The main treatments are:
- surgery – surgery to correct a cleft lip is usually carried out at 3-6 months and an operation to repair a cleft palate is usually performed at 6-12 months
- feeding support – you may need advice about positioning your baby on your breast to help them feed, or you might need to feed them using a specially-designed bottle
- monitoring hearing – babies born with cleft palates have a higher chance of glue ear, which may affect hearing; close monitoring of their hearing is important and if glue ear affects their hearing significantly, a hearing aid may be fitted or small tubes called grommets may be placed in their ears to drain the fluid
- speech and language therapy – if your baby is born with a cleft affecting their palate (cleft palate or cleft lip and palate) a speech and language therapist will monitor your child's speech and language development throughout their childhood; they will help with any speech and language problems as necessary
- good dental hygiene and orthodontic treatment – you'll be given advice about looking after your child's teeth, and braces may be needed if their adult teeth don't come through properly
Read more about how cleft lip and palate is treated.
Outlook for cleft lip and palate
The majority of children treated for cleft lip or palate grow up to have completely normal lives.
Most affected children won't have any other serious medical problems and treatment can normally improve the appearance of the face and resolve issues such as feeding and speech problems.
Surgery to repair the cleft may leave a small pink scar above the lips. This will fade over time and become less noticeable as your child gets older.
Some adults who've had a cleft lip or palate repair may be self-conscious or unhappy about their appearance. Your GP may refer you back to an NHS cleft centre for further treatment and support if there are any ongoing issues.
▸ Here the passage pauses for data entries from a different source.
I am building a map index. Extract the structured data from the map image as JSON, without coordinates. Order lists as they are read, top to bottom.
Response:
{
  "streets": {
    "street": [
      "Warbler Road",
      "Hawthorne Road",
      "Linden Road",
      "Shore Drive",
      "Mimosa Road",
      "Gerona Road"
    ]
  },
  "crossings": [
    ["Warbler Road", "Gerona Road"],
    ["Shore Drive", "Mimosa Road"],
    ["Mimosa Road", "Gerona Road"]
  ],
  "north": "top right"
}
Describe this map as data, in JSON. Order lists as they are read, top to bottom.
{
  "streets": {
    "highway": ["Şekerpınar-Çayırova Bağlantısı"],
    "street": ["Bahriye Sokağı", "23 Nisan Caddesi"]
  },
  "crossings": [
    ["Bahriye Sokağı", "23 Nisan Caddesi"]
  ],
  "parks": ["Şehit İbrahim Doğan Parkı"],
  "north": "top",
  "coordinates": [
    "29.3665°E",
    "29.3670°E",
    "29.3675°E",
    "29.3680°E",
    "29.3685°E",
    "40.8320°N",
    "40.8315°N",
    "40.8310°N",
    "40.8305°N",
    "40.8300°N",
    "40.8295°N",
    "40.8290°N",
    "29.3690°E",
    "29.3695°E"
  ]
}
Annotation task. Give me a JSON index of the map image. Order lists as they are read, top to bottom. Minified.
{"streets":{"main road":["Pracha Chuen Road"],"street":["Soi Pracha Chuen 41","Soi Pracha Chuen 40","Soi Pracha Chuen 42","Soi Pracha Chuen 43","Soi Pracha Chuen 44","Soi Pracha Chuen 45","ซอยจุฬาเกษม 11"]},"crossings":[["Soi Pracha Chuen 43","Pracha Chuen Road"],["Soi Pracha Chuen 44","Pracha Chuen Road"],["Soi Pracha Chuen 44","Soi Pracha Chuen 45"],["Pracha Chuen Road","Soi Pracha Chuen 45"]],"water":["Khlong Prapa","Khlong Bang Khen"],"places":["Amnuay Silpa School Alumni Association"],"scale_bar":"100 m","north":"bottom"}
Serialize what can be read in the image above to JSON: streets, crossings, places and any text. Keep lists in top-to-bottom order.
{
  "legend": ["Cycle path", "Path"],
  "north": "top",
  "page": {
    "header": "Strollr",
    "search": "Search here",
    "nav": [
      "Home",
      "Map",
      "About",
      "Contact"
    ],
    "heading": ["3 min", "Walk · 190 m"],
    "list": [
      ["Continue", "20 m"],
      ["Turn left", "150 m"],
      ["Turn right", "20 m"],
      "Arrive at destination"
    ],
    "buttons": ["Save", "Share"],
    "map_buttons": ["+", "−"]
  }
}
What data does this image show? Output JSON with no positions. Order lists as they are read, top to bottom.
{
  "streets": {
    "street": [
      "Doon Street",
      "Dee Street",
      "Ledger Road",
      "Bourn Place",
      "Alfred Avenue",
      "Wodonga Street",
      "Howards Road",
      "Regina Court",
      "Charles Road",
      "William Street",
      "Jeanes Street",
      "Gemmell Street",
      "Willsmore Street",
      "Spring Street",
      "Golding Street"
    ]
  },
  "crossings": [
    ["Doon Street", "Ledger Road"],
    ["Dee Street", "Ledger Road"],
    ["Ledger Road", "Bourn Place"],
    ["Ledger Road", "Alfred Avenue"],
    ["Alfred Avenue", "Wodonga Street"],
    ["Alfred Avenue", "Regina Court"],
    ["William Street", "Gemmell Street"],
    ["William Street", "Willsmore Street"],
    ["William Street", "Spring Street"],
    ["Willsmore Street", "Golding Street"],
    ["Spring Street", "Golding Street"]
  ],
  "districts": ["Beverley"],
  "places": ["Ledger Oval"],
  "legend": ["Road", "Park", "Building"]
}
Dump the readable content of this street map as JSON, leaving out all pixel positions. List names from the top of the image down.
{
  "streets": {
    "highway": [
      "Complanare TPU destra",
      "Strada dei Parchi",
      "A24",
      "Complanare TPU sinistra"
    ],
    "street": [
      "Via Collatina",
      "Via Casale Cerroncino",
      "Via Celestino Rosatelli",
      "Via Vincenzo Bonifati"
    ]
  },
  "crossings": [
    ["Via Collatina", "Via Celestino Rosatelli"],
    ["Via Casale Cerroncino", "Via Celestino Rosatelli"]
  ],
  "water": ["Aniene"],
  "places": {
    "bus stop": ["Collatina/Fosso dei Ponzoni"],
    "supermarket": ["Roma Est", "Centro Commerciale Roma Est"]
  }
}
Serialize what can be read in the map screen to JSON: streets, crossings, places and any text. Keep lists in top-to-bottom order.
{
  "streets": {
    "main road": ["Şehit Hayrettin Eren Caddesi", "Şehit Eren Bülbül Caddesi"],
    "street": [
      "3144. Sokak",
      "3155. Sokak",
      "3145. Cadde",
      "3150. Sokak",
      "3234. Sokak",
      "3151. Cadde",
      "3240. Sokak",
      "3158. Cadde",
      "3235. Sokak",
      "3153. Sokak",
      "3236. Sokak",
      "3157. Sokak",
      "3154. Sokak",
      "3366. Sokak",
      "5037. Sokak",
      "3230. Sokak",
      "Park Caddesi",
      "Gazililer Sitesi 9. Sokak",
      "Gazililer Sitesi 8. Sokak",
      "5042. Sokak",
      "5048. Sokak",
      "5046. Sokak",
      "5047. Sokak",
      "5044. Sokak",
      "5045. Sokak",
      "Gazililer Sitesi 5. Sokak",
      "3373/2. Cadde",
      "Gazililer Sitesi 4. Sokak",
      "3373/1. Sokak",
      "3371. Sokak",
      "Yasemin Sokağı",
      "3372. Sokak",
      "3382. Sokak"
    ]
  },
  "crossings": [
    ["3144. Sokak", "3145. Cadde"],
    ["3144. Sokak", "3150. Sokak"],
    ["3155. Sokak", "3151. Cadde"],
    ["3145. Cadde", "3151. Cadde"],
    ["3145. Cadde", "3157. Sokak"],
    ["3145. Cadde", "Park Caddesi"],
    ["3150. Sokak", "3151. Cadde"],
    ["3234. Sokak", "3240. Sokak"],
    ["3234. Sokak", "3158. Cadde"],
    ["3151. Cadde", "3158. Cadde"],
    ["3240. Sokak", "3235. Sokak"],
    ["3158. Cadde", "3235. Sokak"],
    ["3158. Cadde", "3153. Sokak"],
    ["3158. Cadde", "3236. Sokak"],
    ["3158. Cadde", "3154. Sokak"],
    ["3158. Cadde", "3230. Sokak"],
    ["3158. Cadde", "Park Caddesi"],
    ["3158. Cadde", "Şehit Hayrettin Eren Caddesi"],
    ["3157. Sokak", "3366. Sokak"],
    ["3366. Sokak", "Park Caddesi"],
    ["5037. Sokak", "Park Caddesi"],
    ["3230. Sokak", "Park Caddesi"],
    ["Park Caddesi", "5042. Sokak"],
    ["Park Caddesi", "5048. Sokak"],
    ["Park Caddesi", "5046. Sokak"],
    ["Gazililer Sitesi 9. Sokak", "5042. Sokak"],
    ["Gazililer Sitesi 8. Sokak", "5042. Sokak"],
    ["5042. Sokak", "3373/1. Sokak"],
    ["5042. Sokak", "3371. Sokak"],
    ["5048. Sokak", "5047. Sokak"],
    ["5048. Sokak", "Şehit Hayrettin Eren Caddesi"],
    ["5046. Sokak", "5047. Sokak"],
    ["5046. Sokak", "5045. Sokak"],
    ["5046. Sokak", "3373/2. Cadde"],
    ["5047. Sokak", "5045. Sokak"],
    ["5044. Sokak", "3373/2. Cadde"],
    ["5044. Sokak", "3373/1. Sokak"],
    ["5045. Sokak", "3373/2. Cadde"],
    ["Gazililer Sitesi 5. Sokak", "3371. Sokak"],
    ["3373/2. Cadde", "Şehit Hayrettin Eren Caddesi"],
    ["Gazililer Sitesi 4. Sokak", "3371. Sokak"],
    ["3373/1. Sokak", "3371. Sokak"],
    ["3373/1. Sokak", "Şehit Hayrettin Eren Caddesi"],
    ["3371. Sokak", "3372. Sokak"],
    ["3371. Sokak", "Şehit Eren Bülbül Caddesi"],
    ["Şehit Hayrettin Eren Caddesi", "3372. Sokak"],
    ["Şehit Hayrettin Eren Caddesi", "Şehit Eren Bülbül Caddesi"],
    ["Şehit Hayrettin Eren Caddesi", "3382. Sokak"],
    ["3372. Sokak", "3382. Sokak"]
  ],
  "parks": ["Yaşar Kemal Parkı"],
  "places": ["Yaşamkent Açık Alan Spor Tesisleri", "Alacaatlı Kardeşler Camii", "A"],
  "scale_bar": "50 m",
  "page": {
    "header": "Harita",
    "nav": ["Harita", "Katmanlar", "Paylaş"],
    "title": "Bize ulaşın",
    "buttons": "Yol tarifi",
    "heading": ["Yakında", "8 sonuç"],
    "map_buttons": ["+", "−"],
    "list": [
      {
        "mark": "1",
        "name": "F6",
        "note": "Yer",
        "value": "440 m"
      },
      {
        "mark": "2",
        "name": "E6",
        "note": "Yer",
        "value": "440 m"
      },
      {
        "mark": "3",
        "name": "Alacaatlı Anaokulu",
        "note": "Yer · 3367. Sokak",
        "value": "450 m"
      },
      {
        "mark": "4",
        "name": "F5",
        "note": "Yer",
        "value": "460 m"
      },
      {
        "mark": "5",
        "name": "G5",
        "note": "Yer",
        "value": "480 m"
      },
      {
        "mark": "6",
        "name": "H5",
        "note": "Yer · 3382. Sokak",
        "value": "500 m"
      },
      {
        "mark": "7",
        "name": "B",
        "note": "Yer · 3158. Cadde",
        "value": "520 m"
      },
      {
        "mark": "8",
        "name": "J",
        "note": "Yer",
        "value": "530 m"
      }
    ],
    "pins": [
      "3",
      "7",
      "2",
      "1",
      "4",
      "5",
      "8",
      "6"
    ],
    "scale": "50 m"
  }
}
Will a cleft lip and palate happen again?
Most cleft lips and palates are a one-off and it's unlikely you'll have another child with the condition.
The risk of having a child with a cleft lip or palate is slightly increased if you've had a child with the condition before, but the chances of this happening are thought to be around 2-8%.
If either you or your partner were born with a cleft, your chance of having a baby with a cleft is also around 2-8%. Most children of parents who had a cleft will not be born with a cleft.
The chances of another child being born with a cleft or of a parent passing the condition to their child can be higher in cases related to genetic conditions.
For example, a parent with 22q11 deletion syndrome (DiGeorge syndrome) has a 50% chance of passing the condition to their child.